In Praise of a Favorite Teacher

We all have favorite teachers or professors. Mine died last week. Bill Leverette taught history at Furman for almost 30 years. He was my teacher, mentor, and friend. I learned from him, admired him, loved him. Now I miss him -- greatly.


A native of Nashville and a graduate of Vanderbilt, Bill Leverette was a free-thinking, plain-speaking man who relished how lucky he was to spend most of his adult life doing what he loved: reading, writing, teaching, discussing, and reflecting. He taught not because his students needed him but because he needed his students. That his former students became his closest friends testifies to his success as a professor.


One of Bill's many virtues was his talent for finding hidden abilities in students whose motivation had ebbed or been blunted by less perceptive instructors. And once he found such a germ of ability he would goad and challenge us until it flowered.


By entering Bill's classroom in 1970, I entered his well-furnished mind and benefited from his easily summoned knowledge. His love for language and for learning exercised a seductive charm over me. With each encounter, I collected chips of his brilliance and piled them into my consciousness like a cairn.


Bill took history seriously, and he helped me see its importance as well. He stressed that the past was filled with surprise and unpredictability, populated with hard-pressed people making difficult choices on the basis of inadequate information.


In teaching history, Bill refused to tether himself to the balloons of academic fashion. He disdained the superficial and superfluous, the trendy and ideological. He insisted that we go to the original sources themselves and write our own history.

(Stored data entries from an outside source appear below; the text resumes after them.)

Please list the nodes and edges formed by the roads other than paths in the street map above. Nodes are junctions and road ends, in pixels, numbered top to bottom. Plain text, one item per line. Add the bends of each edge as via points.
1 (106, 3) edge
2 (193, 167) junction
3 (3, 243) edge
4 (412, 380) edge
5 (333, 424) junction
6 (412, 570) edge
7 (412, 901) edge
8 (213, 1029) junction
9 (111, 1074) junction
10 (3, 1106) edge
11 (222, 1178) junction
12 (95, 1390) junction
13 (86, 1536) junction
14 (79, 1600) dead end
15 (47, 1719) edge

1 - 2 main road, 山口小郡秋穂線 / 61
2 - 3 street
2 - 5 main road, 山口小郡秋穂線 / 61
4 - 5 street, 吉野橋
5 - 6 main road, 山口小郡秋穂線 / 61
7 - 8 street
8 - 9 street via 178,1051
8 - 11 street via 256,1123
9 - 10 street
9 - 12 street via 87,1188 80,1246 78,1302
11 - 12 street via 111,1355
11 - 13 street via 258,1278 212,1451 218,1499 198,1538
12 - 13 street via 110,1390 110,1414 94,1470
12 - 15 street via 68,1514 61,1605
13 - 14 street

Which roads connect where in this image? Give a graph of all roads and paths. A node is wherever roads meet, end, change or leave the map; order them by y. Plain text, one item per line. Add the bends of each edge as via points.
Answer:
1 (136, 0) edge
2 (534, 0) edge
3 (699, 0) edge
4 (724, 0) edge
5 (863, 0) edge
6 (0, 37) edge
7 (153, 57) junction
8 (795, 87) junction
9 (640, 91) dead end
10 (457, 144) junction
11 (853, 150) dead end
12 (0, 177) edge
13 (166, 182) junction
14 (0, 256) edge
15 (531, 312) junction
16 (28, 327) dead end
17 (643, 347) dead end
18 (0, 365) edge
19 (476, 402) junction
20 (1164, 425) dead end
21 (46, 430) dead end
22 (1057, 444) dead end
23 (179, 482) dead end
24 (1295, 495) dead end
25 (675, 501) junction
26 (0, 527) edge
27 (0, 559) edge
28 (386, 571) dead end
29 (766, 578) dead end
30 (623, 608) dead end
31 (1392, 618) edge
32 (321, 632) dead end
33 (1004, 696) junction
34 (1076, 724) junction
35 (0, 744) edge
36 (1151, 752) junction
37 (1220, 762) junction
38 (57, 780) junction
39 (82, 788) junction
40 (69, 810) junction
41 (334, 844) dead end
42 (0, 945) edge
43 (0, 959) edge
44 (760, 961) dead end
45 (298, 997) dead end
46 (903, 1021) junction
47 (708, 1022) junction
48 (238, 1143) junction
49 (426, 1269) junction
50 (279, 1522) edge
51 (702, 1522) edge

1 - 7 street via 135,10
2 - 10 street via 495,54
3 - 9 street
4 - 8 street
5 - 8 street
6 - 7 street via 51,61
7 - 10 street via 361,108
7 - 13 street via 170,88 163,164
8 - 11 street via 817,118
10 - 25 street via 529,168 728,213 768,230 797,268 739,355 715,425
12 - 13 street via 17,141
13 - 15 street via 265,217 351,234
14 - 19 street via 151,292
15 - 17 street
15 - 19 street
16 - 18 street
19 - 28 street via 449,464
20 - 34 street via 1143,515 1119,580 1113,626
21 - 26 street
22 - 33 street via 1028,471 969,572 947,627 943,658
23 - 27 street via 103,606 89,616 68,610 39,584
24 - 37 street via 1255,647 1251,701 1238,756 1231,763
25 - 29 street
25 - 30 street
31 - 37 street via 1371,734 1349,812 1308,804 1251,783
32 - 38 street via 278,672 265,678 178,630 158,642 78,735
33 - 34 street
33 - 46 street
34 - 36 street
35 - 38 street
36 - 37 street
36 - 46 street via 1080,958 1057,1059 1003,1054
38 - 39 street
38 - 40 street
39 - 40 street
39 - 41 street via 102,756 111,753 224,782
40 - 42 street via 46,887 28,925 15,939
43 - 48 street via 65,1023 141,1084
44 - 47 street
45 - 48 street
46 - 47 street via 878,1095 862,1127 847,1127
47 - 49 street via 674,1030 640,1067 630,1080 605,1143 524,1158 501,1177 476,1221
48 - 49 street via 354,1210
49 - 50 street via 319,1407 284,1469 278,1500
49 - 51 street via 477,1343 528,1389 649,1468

Bill offered his self to his students as well as his learning. He was a courageous teacher in that he revealed to us exactly how he was thinking, feeling, struggling. He prized intellectual honesty and emotional candor. He told us not simply about the past but about life as he understood it. Along the way he added dashes of irony, wit, humility, and the dignity that comes from facing life's terrible uncertainties.


Bill was an ardently informal person. His casual classroom manner and the engaging idiosyncrasies of his personality drew me into his orbit. On most days he would sit on the front of the desk, his glasses awry as he glanced only occasionally at the bare outline of a lecture scribbled on a yellow legal pad. As he warmed to the subject of the day, he would begin making sweeping, almost manic, gestures with his arms and hands to highlight a point and sustain our attention.
His spontaneous lectures were yeasty and digressive. How bracing it was to be in the company of this teacher for whom scholarship was an heroic enterprise. How beneficial it was to be challenged to become a better writer, a clearer thinker, and a more tenacious defender of one's own values and conclusions.


In the process of teaching us how to think and read, analyze and write, Bill Leverette became an adviser about life, a confidante, a friend. While jealous of his independence, he was liberal with his time, and we were the beneficiaries of his attention.


Bill repeatedly demonstrated that some of the most important teaching occurs outside the classroom and off the campus. He extended us the hospitality of his home as well as his study. His favorite pastime was hiking. A woodland path provided him with a balsam tonic. Nature anchored his outlook and restored his balance; its stillness and solitude helped calm his soul. Even though nature isn't always tranquil, Bill found serenity there: the out-of-doors provided him a respite from urban frazzle and his own demons.


It was while hiking with Bill that I learned to appreciate those inspired moments when he would wax philosophical and help me distinguish between true culture and varnish. Under his tutelage I experienced what a liberal education in its ideal sense can be. Bill Leverette shook me up without disorienting me. In the process, he helped me become a better person as well as a better student. He wanted me not just to learn about history but to be wise, decent, humane, generous and sincere.


How lucky I was to know Bill Leverette. I wish every student could have a teacher and a friend like him. He gave me the great gift of his example, and for that I am eternally grateful.